- Work request -
From the first line to the last, copy the material word for word; pictures stay out.
(Beginning of Records to process)
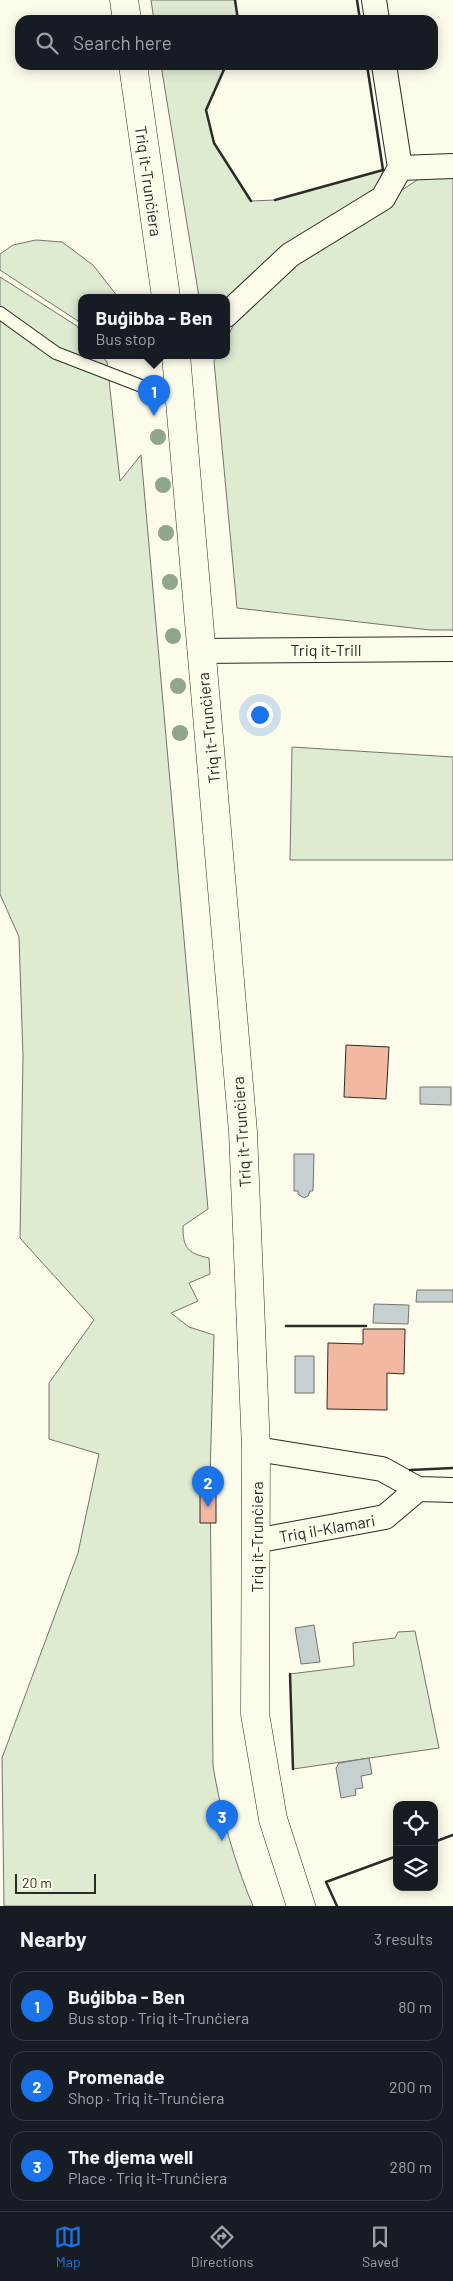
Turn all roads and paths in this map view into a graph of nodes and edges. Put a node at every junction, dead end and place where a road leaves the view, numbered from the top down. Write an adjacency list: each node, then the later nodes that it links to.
1 (124, 0): 3 (street)
2 (374, 0): 4 (street)
3 (126, 15)
4 (376, 15)
5 (134, 70): 9 (street, Triq it-Trunċiera)
6 (385, 70): 8 (street)
7 (453, 166): 8 (street)
8 (400, 168): 10 (street)
9 (166, 294)
10 (230, 311)
11 (0, 313): 12 (lane)
12 (180, 365): 14 (street, Triq it-Trunċiera)
13 (453, 649): 14 (street, Triq it-Trill)
14 (200, 651): 15 (street, Triq it-Trunċiera)
15 (256, 1449): 16 (street); 18 (street, Triq it-Trunċiera)
16 (418, 1489): 17 (street); 18 (street, Triq il-Klamari)
17 (453, 1490)
18 (256, 1541): 19 (street, Triq it-Trunċiera)
19 (291, 1880): 20 (street, Triq it-Trunċiera); 21 (street)
20 (301, 1906)
21 (310, 1906)

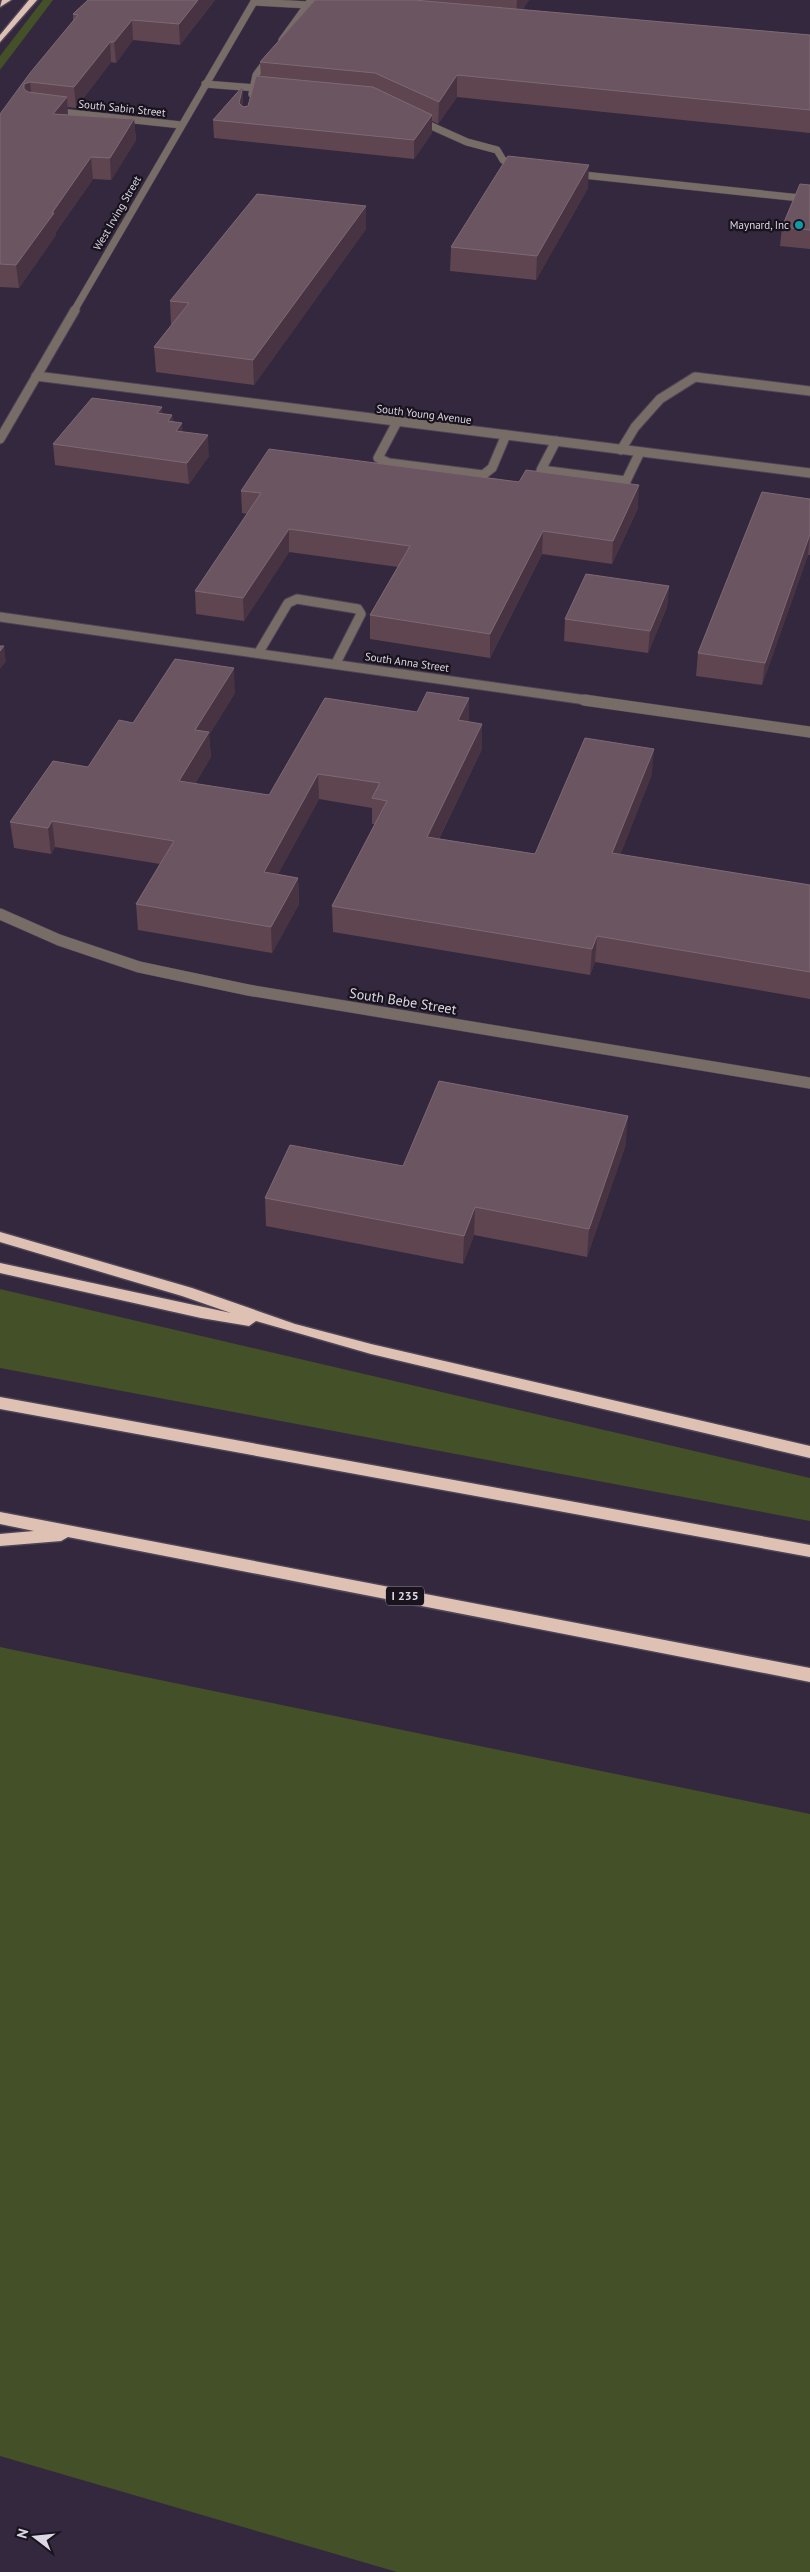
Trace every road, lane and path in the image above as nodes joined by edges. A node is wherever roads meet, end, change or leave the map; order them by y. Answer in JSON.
(End of Records to process)
- Answer to the exercise -
Turn all roads and paths in this map view into a graph of nodes and edges. Put a node at every junction, dead end and place where a road leaves the view, numbered from the top down. Write an adjacency list: each node, then the later nodes that it links to.
1 (124, 0): 3 (street)
2 (374, 0): 4 (street)
3 (126, 15)
4 (376, 15)
5 (134, 70): 9 (street, Triq it-Trunċiera)
6 (385, 70): 8 (street)
7 (453, 166): 8 (street)
8 (400, 168): 10 (street)
9 (166, 294)
10 (230, 311)
11 (0, 313): 12 (lane)
12 (180, 365): 14 (street, Triq it-Trunċiera)
13 (453, 649): 14 (street, Triq it-Trill)
14 (200, 651): 15 (street, Triq it-Trunċiera)
15 (256, 1449): 16 (street); 18 (street, Triq it-Trunċiera)
16 (418, 1489): 17 (street); 18 (street, Triq il-Klamari)
17 (453, 1490)
18 (256, 1541): 19 (street, Triq it-Trunċiera)
19 (291, 1880): 20 (street, Triq it-Trunċiera); 21 (street)
20 (301, 1906)
21 (310, 1906)

Trace every road, lane and path in the image above as nodes joined by edges. A node is wherever roads meet, end, change or leave the map; order them by y. Answer in JSON.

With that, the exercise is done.